Giordana - Do ponto de vista prático, foi morto por um grupo de rapazes, entre eles Giuseppe Pelosi. Digo apenas um grupo de rapazes porque não sei se eram militantes políticos, ladrões ou garotos de programa. Mas estou certo que Pelosi não agiu sozinho. Essa é uma resposta judiciária.
Mas existe uma resposta metafórica. Quem realmente matou Pasolini foi a indiferença da Itália. A indiferença em relação às coisas que disse, principalmente nos últimos anos de sua vida e a indiferença em descobrir a verdade sobre sua morte.
Mas Pasolini foi muito mais forte que a indiferença da Itália e sobreviveu em suas obras, na lembrança das pessoas e no grande interesse que sobretudo os jovens têm por seu personagem.
Folha - Quem foram os responsáveis pelos erros e omissões cometidos durante as investigações sobre o assassinato: a Justiça, a sociedade italiana, a classe política...?
Giordana - Eu diria que todo o establishment italiano: os juízes, os policiais, os políticos e até mesmo os jornalistas. Todas as pessoas que ocupam postos de responsabilidade e que, em vez de servir a comunidade, usam-na pelo poder e pelo dinheiro. Isso ficou muito evidente nos últimos anos com todos os processos de corrupção. Quando Pasolini dizia que isso aconteceria, ninguém acreditava.

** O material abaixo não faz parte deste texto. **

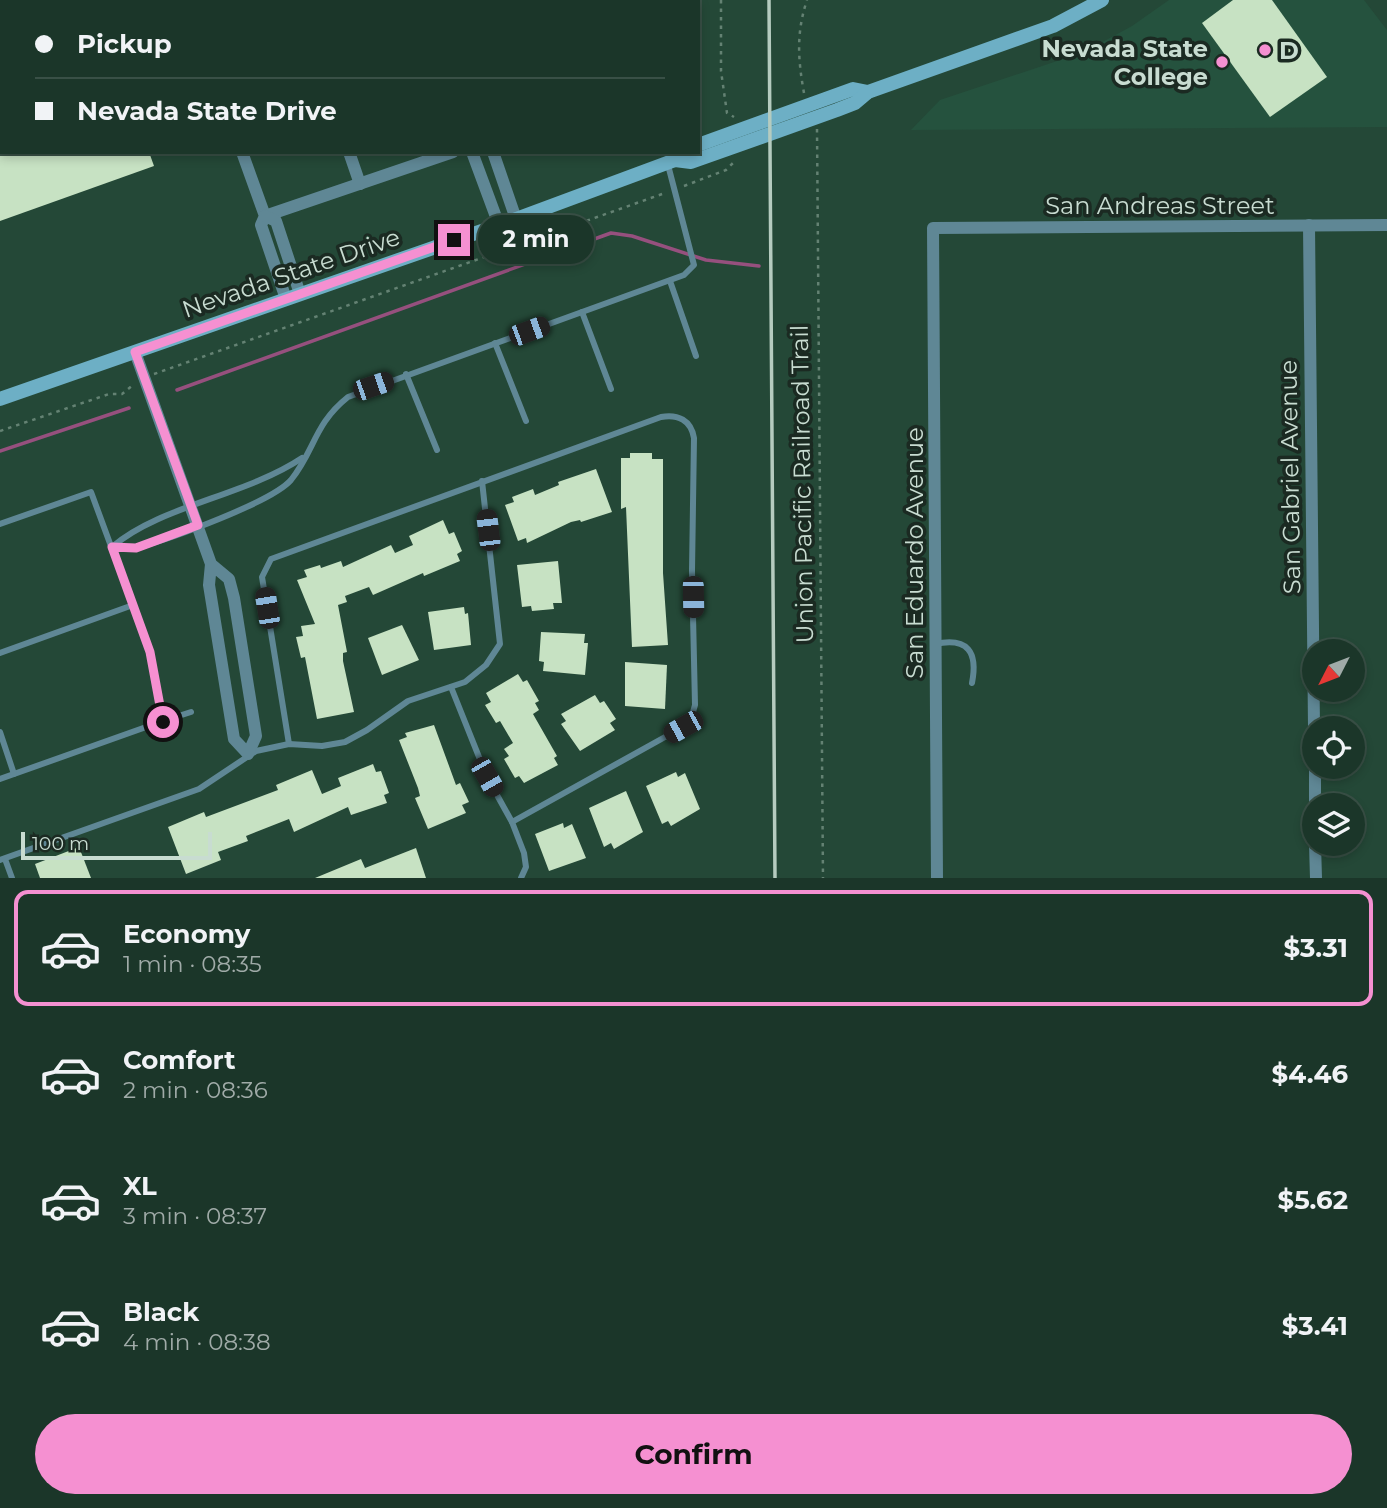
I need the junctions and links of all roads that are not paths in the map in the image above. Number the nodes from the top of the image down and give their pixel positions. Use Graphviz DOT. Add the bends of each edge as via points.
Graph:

Hoje é uma verdade inegável.
Folha - Qual foi o papel da imprensa no processo?
Giordana - Foi um papel pouco estimulante, com poucas exceções, pois sempre existem pessoas animadas pelas boas intenções e pelo senso de dignidade do próprio trabalho. Mas eles são uma minoria, e a maioria da imprensa italiana absorveu a versão oficial e nunca se preocupou em fazer investigações mais aprofundadas, renunciando não apenas à missão do jornalismo, mas também ao seu lado divertido.

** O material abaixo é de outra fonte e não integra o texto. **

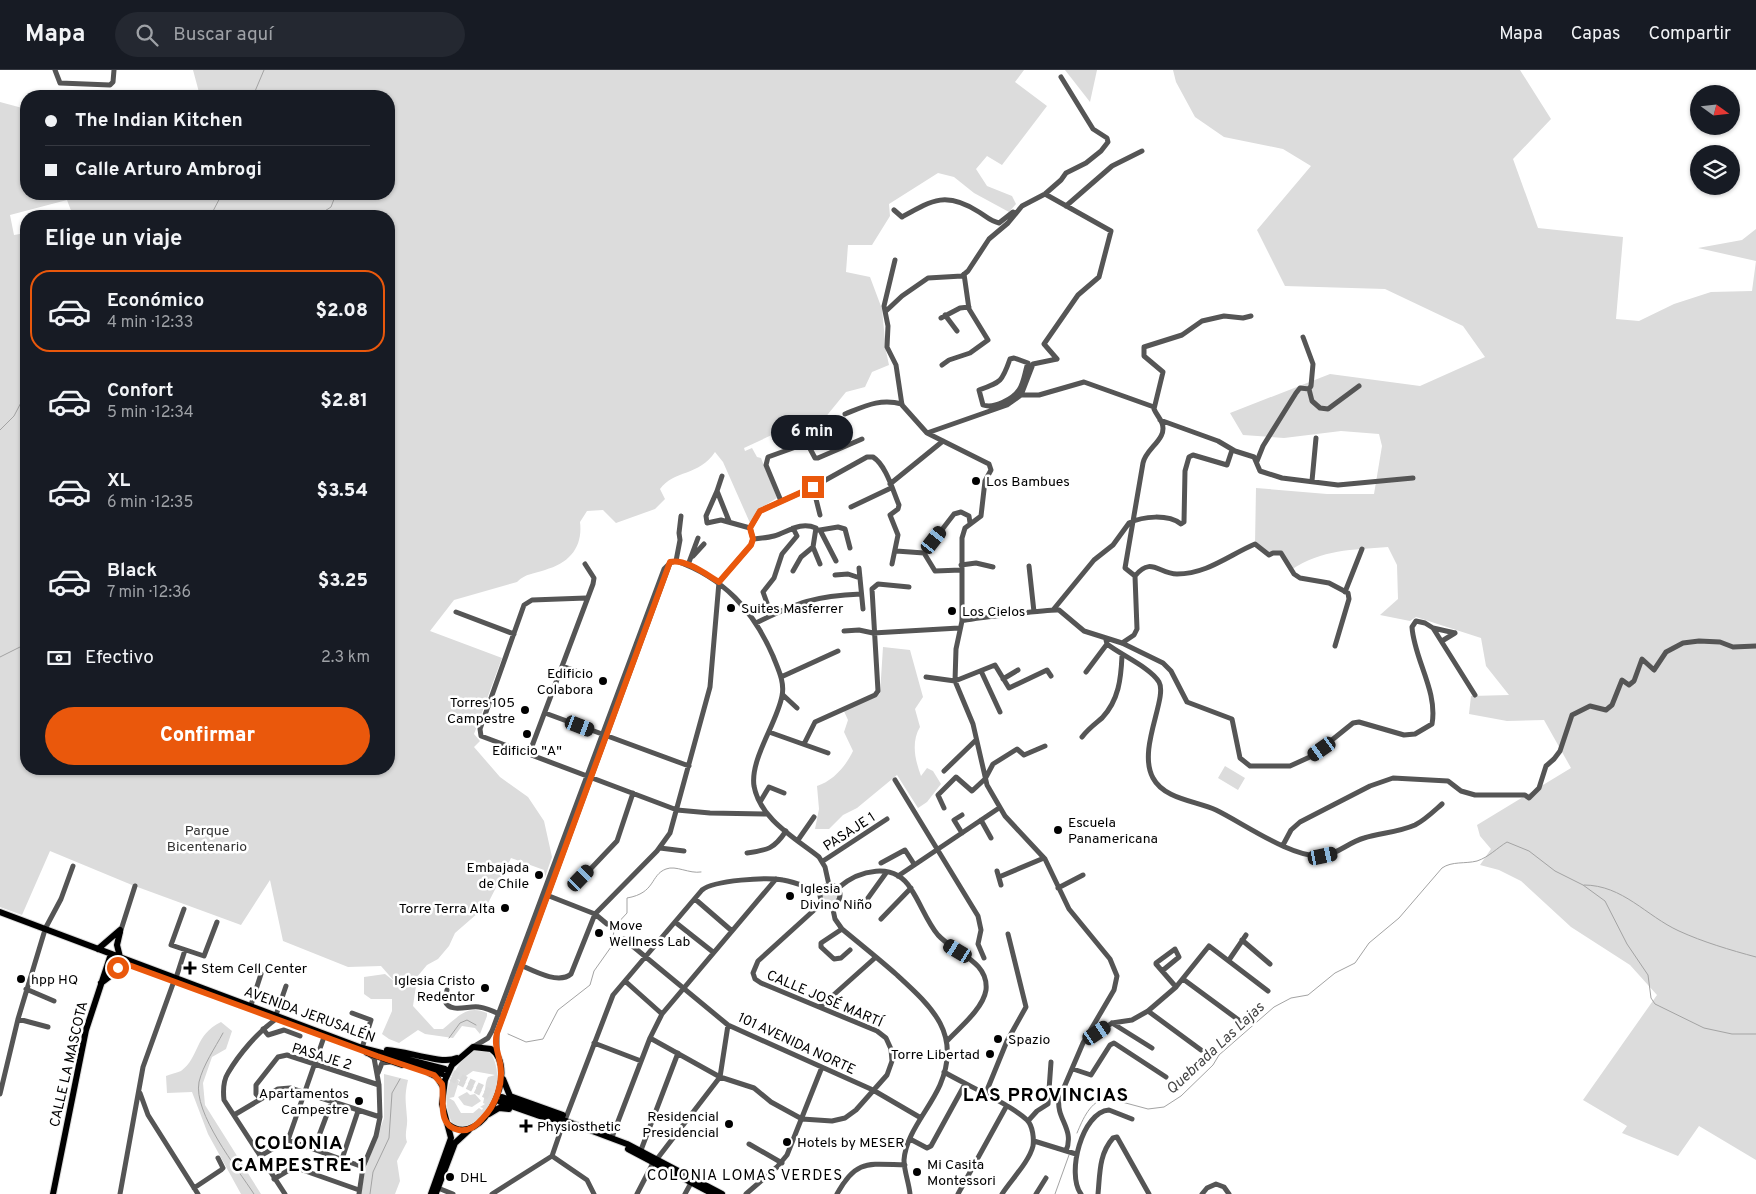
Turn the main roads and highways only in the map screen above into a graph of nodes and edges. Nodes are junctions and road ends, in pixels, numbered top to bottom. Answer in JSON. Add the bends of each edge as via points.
{"nodes":[{"id":1,"x":0,"y":912,"type":"edge"},
{"id":2,"x":0,"y":917,"type":"edge"},
{"id":3,"x":45,"y":931,"type":"junction"},
{"id":4,"x":99,"y":952,"type":"junction"},
{"id":5,"x":110,"y":956,"type":"junction"},
{"id":6,"x":120,"y":957,"type":"junction"},
{"id":7,"x":126,"y":964,"type":"junction"},
{"id":8,"x":104,"y":972,"type":"junction"},
{"id":9,"x":175,"y":980,"type":"junction"},
{"id":10,"x":99,"y":986,"type":"junction"},
{"id":11,"x":276,"y":1017,"type":"junction"},
{"id":12,"x":365,"y":1049,"type":"junction"},
{"id":13,"x":458,"y":1057,"type":"junction"},
{"id":14,"x":443,"y":1071,"type":"tunnel mouth"},
{"id":15,"x":501,"y":1072,"type":"junction"},
{"id":16,"x":443,"y":1087,"type":"junction"},
{"id":17,"x":501,"y":1100,"type":"tunnel mouth"},
{"id":18,"x":486,"y":1116,"type":"junction"},
{"id":19,"x":565,"y":1121,"type":"junction"},
{"id":20,"x":448,"y":1124,"type":"junction"},
{"id":21,"x":470,"y":1129,"type":"junction"},
{"id":22,"x":655,"y":1161,"type":"junction"},
{"id":23,"x":437,"y":1191,"type":"edge"},
{"id":24,"x":54,"y":1194,"type":"edge"},
{"id":25,"x":431,"y":1194,"type":"edge"},
{"id":26,"x":712,"y":1194,"type":"edge"},
{"id":27,"x":722,"y":1194,"type":"edge"}],
"edges":[{"from":1,"to":3,"type":"main road","name":"AVENIDA JERUSALÉN"},
{"from":2,"to":3,"type":"main road","name":"AVENIDA JERUSALÉN"},
{"from":3,"to":4,"type":"main road","name":"AVENIDA JERUSALÉN"},
{"from":4,"to":5,"type":"main road","name":"AVENIDA JERUSALÉN"},
{"from":4,"to":6,"type":"main road","via":[[120,930]]},
{"from":4,"to":8,"type":"main road"},
{"from":5,"to":6,"type":"main road","name":"AVENIDA JERUSALÉN"},
{"from":5,"to":7,"type":"main road","name":"AVENIDA JERUSALÉN"},
{"from":5,"to":8,"type":"main road","name":"CALLE LA MASCOTA"},
{"from":6,"to":9,"type":"main road","name":"AVENIDA JERUSALÉN"},
{"from":7,"to":9,"type":"main road","name":"AVENIDA JERUSALÉN"},
{"from":7,"to":10,"type":"main road"},
{"from":8,"to":10,"type":"main road","name":"CALLE LA MASCOTA"},
{"from":9,"to":11,"type":"main road","name":"AVENIDA JERUSALÉN"},
{"from":9,"to":11,"type":"main road","name":"AVENIDA JERUSALÉN"},
{"from":10,"to":24,"type":"main road","name":"CALLE LA MASCOTA","via":[[81,1048]]},
{"from":11,"to":12,"type":"main road","name":"AVENIDA JERUSALÉN"},
{"from":11,"to":12,"type":"main road","name":"AVENIDA JERUSALÉN","via":[[324,1037]]},
{"from":12,"to":13,"type":"main road","via":[[402,1051],[441,1061]]},
{"from":12,"to":14,"type":"main road","name":"AVENIDA JERUSALÉN"},
{"from":12,"to":16,"type":"main road","via":[[434,1075]]},
{"from":13,"to":15,"type":"main road","via":[[473,1047],[488,1047],[497,1055]]},
{"from":13,"to":16,"type":"main road"},
{"from":15,"to":18,"type":"main road","via":[[495,1100]]},
{"from":15,"to":19,"type":"main road","via":[[510,1096]]},
{"from":16,"to":20,"type":"main road","via":[[443,1114]]},
{"from":17,"to":19,"type":"main road"},
{"from":18,"to":19,"type":"main road","via":[[503,1107],[553,1125]]},
{"from":18,"to":21,"type":"main road"},
{"from":19,"to":22,"type":"main road"},
{"from":19,"to":22,"type":"main road","via":[[612,1137],[641,1150]]},
{"from":20,"to":21,"type":"main road","via":[[456,1129]]},
{"from":20,"to":25,"type":"main road","via":[[451,1138]]},
{"from":21,"to":23,"type":"main road","via":[[455,1143]]},
{"from":22,"to":26,"type":"main road"},
{"from":22,"to":27,"type":"main road"}]}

Folha - Você crê que existam relações entre a morte de Pasolini e os anos negros do terrorismo que vieram em seguida?
Giordana - Existe relação no sentido em que Pasolini, mesmo sendo um homem de esquerda e revolucionário, era um não-violento. Depois de sua morte, fez falta o peso, a autoridade e um testemunho político não-violento.

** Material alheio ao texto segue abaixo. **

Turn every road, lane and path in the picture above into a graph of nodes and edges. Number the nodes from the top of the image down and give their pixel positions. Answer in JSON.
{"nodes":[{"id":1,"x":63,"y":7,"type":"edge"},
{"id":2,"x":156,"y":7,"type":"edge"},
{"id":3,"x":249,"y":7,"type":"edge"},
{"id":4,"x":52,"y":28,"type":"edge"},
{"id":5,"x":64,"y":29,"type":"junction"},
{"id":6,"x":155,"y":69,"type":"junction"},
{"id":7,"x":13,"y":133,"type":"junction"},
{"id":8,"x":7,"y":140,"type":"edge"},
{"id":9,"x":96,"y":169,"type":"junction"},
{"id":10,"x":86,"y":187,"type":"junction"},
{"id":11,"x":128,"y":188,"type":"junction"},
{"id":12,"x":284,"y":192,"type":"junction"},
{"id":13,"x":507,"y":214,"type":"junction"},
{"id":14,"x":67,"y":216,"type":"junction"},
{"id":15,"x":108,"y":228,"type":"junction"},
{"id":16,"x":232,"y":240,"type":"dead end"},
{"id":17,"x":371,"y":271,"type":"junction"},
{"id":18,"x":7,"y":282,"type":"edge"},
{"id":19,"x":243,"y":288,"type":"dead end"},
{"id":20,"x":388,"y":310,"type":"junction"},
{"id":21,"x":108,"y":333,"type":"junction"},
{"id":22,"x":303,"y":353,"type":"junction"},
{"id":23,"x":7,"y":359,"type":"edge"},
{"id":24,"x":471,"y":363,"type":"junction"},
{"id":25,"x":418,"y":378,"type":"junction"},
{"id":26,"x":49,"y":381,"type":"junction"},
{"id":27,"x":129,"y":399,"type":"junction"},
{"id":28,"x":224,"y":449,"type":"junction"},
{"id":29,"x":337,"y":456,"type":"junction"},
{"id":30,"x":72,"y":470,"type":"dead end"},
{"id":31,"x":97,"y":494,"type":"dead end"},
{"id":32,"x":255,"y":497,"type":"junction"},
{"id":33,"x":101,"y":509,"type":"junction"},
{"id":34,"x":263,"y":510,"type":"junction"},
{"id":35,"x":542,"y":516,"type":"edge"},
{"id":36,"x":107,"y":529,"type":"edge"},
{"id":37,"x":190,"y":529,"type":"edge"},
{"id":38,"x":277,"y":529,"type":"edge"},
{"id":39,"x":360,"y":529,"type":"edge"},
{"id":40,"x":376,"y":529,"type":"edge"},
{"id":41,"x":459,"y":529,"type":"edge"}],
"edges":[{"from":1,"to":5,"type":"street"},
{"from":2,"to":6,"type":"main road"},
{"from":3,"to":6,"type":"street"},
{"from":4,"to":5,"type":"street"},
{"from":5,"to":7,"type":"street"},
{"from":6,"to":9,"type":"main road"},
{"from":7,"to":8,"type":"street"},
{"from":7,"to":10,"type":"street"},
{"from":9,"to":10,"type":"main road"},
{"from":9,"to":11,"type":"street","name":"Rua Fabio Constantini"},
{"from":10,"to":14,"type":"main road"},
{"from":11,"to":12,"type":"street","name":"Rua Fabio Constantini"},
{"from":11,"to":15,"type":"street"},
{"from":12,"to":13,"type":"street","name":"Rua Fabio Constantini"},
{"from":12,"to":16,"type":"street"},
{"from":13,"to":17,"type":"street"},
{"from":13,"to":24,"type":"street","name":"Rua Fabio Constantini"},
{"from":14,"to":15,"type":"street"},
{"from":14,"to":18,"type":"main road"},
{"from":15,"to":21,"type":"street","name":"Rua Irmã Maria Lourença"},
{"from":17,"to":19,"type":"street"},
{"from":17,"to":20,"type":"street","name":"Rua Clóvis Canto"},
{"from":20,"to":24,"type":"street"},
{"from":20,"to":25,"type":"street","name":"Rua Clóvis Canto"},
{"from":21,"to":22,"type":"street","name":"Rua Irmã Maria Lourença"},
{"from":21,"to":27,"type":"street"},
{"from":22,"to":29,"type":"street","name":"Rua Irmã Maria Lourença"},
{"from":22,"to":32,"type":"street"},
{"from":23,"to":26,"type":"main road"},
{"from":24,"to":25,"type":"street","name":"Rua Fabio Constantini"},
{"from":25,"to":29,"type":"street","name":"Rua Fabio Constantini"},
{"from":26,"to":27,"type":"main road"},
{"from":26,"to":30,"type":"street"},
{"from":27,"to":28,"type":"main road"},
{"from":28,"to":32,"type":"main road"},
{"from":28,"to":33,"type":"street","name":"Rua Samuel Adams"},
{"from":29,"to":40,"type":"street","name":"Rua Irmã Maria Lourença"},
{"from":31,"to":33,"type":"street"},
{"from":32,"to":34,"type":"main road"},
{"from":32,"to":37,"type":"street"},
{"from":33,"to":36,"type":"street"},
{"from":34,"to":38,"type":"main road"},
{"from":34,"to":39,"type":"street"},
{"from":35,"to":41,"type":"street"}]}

Muitos jovens, então, não tendo Pasolini como referência, foram cooptados pela violência. Estou certo que ele condenaria os episódios de violência das Brigadas Vermelhas. Se existisse um homem como ele para condenar esses atos, muitos jovens que escolheram a estrada do terrorismo teriam ficado no terreno da democracia.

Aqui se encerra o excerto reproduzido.